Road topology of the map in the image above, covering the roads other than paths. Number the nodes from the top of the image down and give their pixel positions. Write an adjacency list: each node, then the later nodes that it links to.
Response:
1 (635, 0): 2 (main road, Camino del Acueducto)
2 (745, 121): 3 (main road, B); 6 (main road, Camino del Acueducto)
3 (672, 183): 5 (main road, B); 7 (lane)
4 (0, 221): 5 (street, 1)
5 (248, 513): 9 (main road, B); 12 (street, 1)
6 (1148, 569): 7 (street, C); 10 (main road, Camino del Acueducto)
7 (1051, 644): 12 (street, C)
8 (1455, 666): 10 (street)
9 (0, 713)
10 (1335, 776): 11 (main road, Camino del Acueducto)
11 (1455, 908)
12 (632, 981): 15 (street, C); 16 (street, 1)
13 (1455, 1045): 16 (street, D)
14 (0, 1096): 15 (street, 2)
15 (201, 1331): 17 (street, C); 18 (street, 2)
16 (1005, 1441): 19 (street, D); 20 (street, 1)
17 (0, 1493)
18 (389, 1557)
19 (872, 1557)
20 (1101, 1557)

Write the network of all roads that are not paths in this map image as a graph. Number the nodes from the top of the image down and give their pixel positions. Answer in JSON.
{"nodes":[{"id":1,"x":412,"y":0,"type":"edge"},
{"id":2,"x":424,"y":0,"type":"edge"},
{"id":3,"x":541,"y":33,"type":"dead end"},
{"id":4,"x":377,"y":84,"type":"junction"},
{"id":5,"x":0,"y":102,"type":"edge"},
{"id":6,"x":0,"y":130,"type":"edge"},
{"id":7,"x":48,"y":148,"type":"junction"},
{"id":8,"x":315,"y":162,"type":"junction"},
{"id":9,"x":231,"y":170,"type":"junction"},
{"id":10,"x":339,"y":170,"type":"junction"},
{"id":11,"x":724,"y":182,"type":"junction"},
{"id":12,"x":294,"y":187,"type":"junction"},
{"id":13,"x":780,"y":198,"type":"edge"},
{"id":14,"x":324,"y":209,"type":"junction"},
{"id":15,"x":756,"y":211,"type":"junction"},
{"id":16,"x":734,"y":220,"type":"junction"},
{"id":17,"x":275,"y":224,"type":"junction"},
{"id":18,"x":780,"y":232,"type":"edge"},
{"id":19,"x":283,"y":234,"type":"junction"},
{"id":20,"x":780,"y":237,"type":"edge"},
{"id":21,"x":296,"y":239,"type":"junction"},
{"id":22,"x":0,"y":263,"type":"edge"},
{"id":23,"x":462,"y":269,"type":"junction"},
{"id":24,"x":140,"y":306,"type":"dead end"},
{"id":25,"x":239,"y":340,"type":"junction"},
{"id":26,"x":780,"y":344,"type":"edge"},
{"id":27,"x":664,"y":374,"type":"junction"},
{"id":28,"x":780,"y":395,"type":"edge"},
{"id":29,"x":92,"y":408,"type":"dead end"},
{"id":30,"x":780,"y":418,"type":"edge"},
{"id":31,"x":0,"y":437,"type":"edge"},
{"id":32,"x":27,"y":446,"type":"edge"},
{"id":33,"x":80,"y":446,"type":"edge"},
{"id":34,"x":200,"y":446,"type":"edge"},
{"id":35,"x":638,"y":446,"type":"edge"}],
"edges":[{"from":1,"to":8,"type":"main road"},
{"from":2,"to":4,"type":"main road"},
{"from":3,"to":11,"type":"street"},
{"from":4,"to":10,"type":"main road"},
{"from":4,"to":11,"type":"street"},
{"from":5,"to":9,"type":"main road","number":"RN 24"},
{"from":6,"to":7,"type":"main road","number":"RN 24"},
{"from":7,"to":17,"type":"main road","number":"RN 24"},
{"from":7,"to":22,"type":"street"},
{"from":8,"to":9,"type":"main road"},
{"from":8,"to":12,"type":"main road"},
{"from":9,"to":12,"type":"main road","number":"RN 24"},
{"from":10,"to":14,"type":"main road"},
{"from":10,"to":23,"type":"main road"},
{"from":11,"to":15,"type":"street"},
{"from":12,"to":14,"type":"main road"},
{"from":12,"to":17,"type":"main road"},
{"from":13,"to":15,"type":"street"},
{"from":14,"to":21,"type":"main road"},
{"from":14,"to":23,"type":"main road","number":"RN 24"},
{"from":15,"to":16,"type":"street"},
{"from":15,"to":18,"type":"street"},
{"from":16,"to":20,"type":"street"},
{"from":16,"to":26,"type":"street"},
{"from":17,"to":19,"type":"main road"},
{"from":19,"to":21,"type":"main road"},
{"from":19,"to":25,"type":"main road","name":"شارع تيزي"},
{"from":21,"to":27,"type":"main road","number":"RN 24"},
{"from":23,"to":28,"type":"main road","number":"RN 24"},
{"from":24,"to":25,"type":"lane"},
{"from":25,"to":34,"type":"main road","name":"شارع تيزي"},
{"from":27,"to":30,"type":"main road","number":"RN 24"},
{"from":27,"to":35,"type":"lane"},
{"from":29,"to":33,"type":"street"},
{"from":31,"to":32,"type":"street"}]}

How to complete this task ▸ Which lines of the records contain "paths"? Show each of them.

Your solution ▸
Road topology of the map in the image above, covering the roads other than paths. Number the nodes from the top of the image down and give their pixel positions. Write an adjacency list: each node, then the later nodes that it links to.
Write the network of all roads that are not paths in this map image as a graph. Number the nodes from the top of the image down and give their pixel positions. Answer in JSON.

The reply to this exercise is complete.